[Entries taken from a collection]
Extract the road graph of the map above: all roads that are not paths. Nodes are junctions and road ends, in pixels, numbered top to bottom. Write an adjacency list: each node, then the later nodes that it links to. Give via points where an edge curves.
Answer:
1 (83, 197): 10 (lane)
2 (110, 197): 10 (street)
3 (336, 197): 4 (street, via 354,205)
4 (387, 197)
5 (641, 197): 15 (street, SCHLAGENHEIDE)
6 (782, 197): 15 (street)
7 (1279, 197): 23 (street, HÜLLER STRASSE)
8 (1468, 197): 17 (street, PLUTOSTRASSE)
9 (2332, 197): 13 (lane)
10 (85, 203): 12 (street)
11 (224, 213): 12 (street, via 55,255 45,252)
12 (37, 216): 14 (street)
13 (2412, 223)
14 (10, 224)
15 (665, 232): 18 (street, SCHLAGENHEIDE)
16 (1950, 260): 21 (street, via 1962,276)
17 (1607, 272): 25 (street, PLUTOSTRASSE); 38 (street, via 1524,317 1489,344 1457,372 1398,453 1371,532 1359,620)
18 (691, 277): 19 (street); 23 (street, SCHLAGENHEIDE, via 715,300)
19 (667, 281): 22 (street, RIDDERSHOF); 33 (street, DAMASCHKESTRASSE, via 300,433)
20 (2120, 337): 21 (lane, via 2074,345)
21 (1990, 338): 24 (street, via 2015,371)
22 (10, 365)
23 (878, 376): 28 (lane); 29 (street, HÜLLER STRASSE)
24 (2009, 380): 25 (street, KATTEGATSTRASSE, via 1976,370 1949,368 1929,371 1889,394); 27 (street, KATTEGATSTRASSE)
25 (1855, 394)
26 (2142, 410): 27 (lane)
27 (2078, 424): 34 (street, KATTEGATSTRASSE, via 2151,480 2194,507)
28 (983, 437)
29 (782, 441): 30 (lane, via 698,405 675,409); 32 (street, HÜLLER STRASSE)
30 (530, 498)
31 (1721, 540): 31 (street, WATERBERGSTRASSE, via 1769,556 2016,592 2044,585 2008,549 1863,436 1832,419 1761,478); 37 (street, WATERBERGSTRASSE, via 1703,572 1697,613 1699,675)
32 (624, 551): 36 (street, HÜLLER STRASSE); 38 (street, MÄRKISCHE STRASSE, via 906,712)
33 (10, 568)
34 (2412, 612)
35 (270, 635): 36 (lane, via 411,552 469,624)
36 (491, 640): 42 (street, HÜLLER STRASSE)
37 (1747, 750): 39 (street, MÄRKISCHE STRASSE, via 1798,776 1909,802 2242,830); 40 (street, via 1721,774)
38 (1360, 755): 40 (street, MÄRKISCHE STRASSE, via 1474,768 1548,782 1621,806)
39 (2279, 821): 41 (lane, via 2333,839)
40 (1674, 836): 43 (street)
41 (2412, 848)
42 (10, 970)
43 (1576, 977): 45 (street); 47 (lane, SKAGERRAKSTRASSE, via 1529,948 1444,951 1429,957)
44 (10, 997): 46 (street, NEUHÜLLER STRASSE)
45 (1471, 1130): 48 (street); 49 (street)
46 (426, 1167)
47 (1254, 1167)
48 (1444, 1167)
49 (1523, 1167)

■ TASK TO CARRY OUT ■
Search the entries for the string "PLUTOSTRASSE" and collect each line that has it.

■ ANSWER TO THE EXERCISE ■
8 (1468, 197): 17 (street, PLUTOSTRASSE)
17 (1607, 272): 25 (street, PLUTOSTRASSE); 38 (street, via 1524,317 1489,344 1457,372 1398,453 1371,532 1359,620)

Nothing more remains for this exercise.